If Trent Reznor wasn't already your idol for his limitless musical brilliance, now we can all admire him for his cutting edge musical humanism. Five dollars for all 36 tracks in FLAC format? Ten bucks for the double CD? Releasing it all under a creative commons license? I'm in awe of you (still), Mr. Reznor. Best artist ever.

But enough about people with real accomplishments- back to me! I'm still pretty close to done on the next track, so keep an ear to the ground. The demo takes precedence for now, but under the current schedule it shouldn't be taking up my time for much longer. And writing music's certainly a hell of a lot more fun than promoting it! Anyone want to be my manager?
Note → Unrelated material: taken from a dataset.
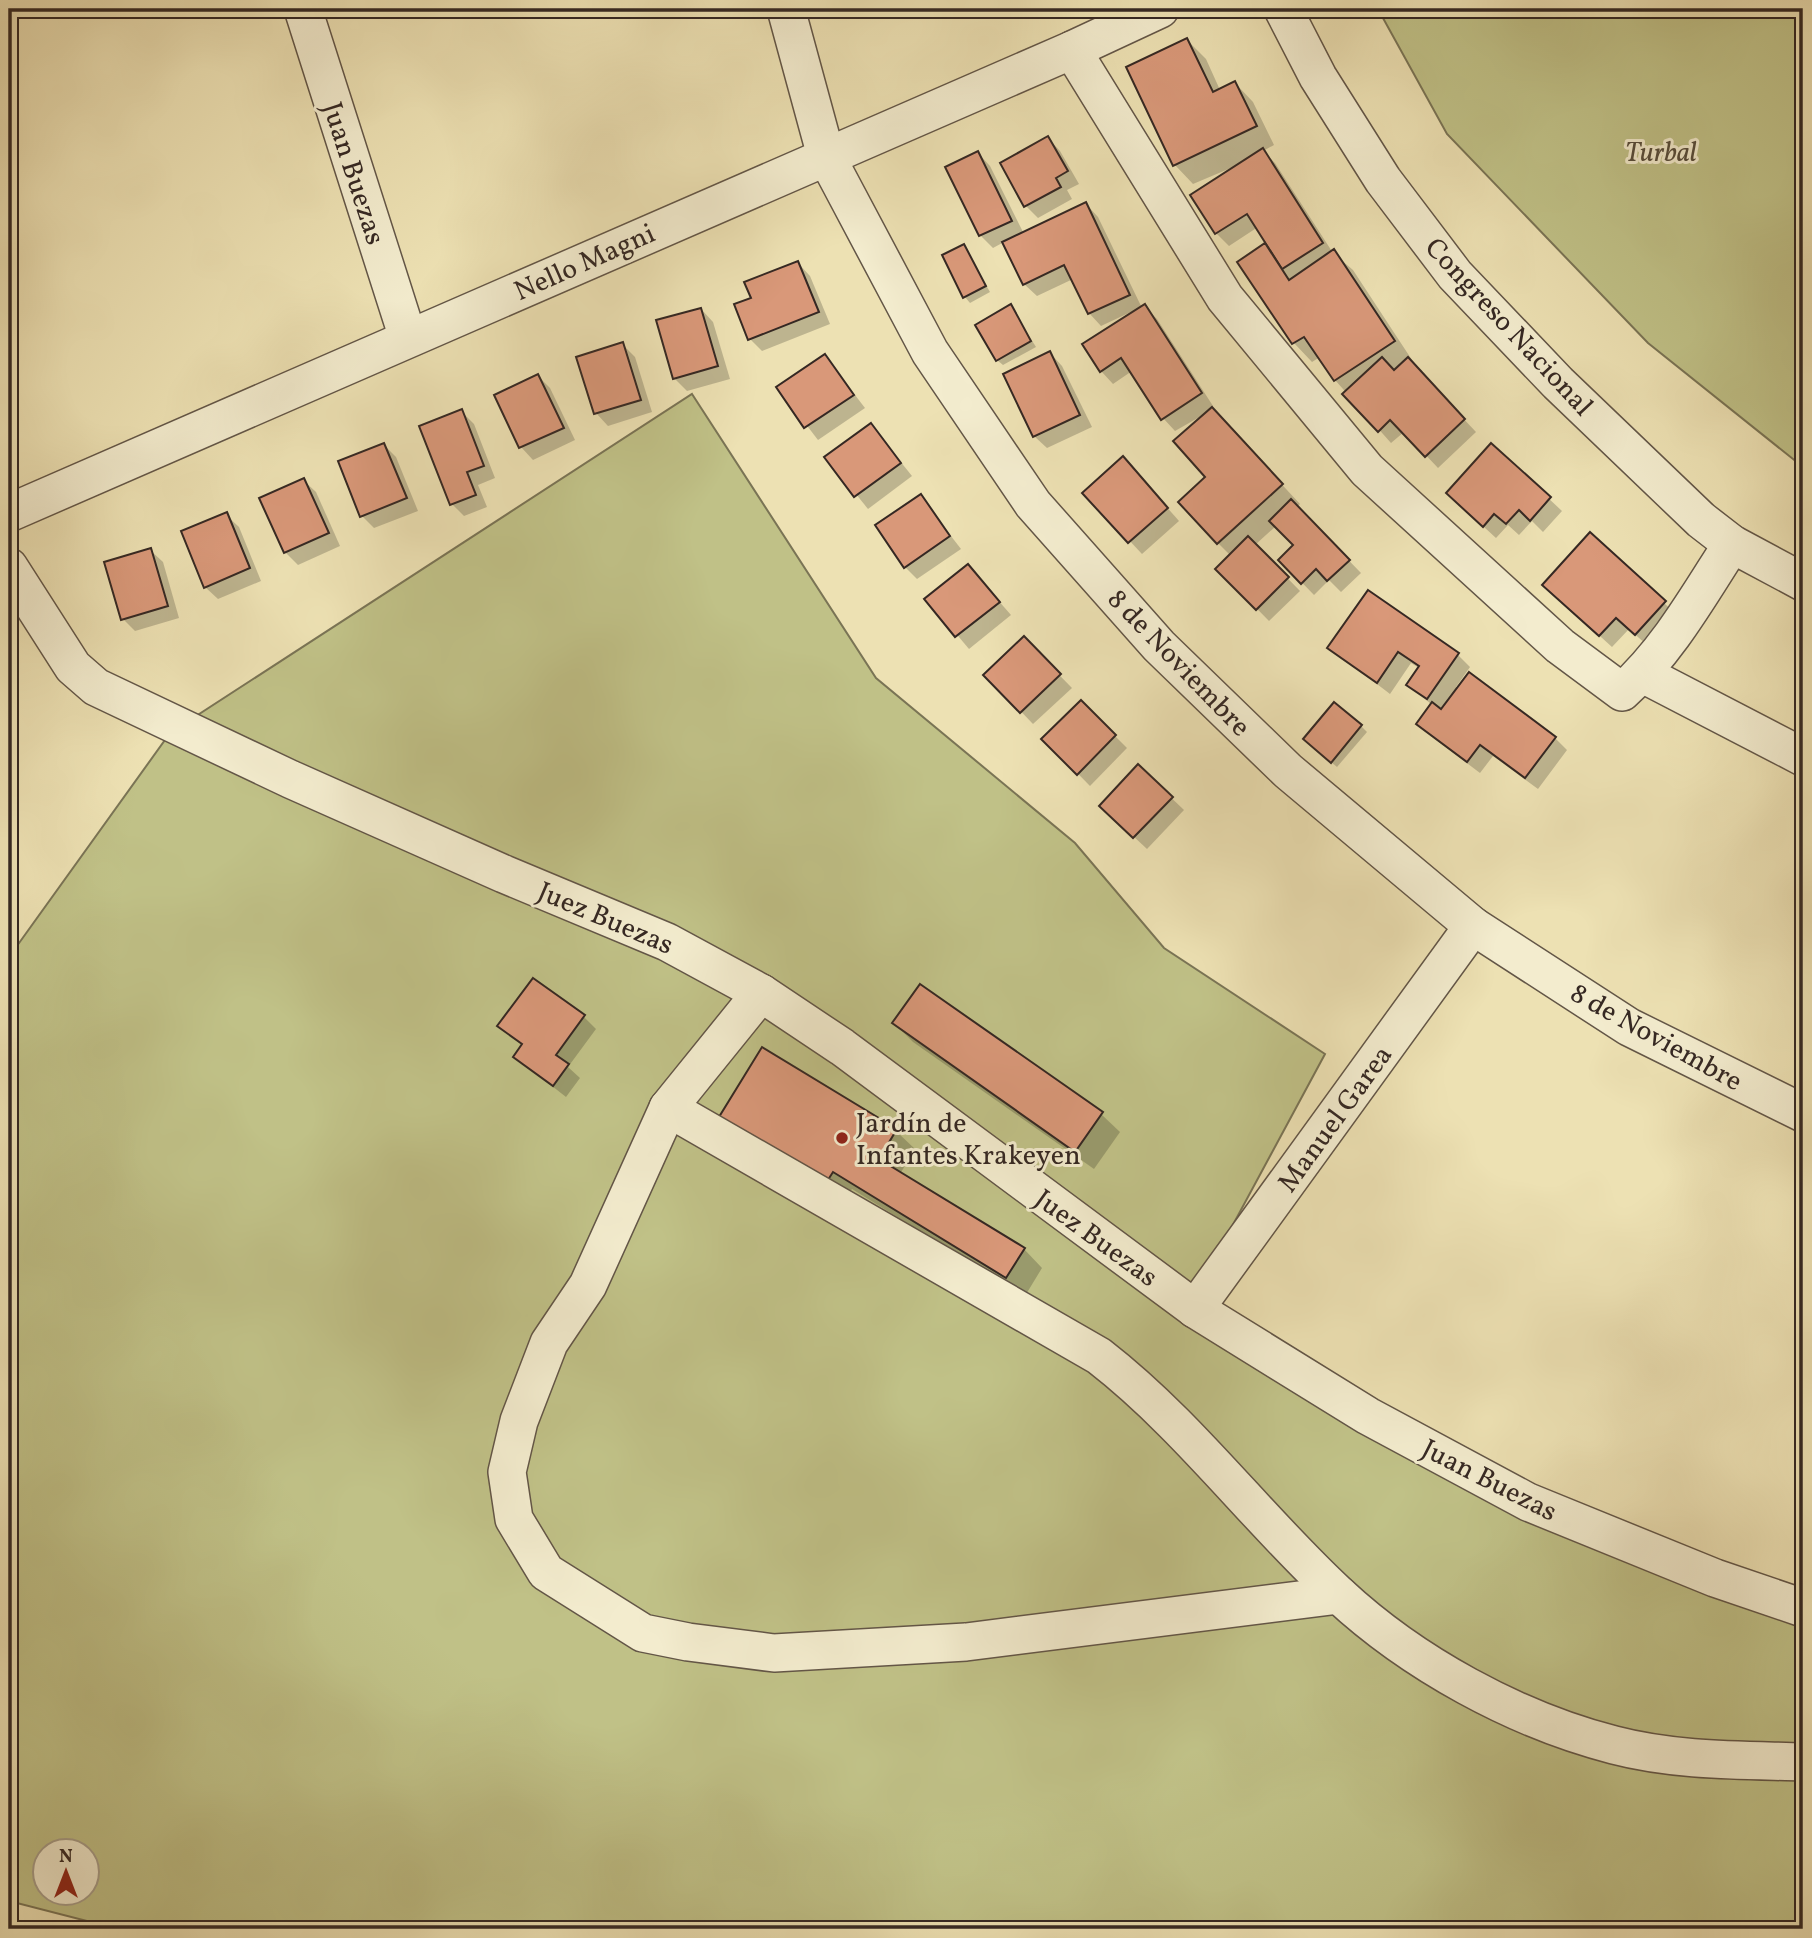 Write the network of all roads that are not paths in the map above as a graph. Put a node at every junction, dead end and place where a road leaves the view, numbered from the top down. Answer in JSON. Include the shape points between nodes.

Until next time, then: goodnight moon...

4 comments:

Anonymous said...

15% sound good?

D. said...

JB, its wonderful for artists like Radiohead, or NIN to be "humanistic", but they can afford to be. As far as I can tell about their collective finances is that they can more or less retire. The have a pretty thriving fan base and any money they make off of album sales is more or less pure profit for them, once they've paid off their overhead, which for online distro is minimal. I think its great, and their fans love them for it, but I hardly think these artists are as noble as the hipe makes them appear.

John Brian said...

MauMau- I mostly agree with you on the immediate viability of the Radiohead/NIN/etc approach as it concerns smaller artists, however; the thing that keeps me in their camp regardless is just how new and different their approach is as compared to what we're used to seeing. I'm thinking Metallica shit-talking fans during the napster days, Gene Simmons shit-talking fans always, etc, etc. I just find it really refreshing to see major bands take risks that benefit both themselves AND music consumers. That's something we can all get behind.

D. said...

Yea, that I agree with. Ultimately I've found that I do this for my own satisfaction. Writing/ playing/ recording is really fun and rewarding. I like the idea of giving stuff away and figuring out the rest later. So yea, its pretty cool that these artists are trying to bend the conventional model.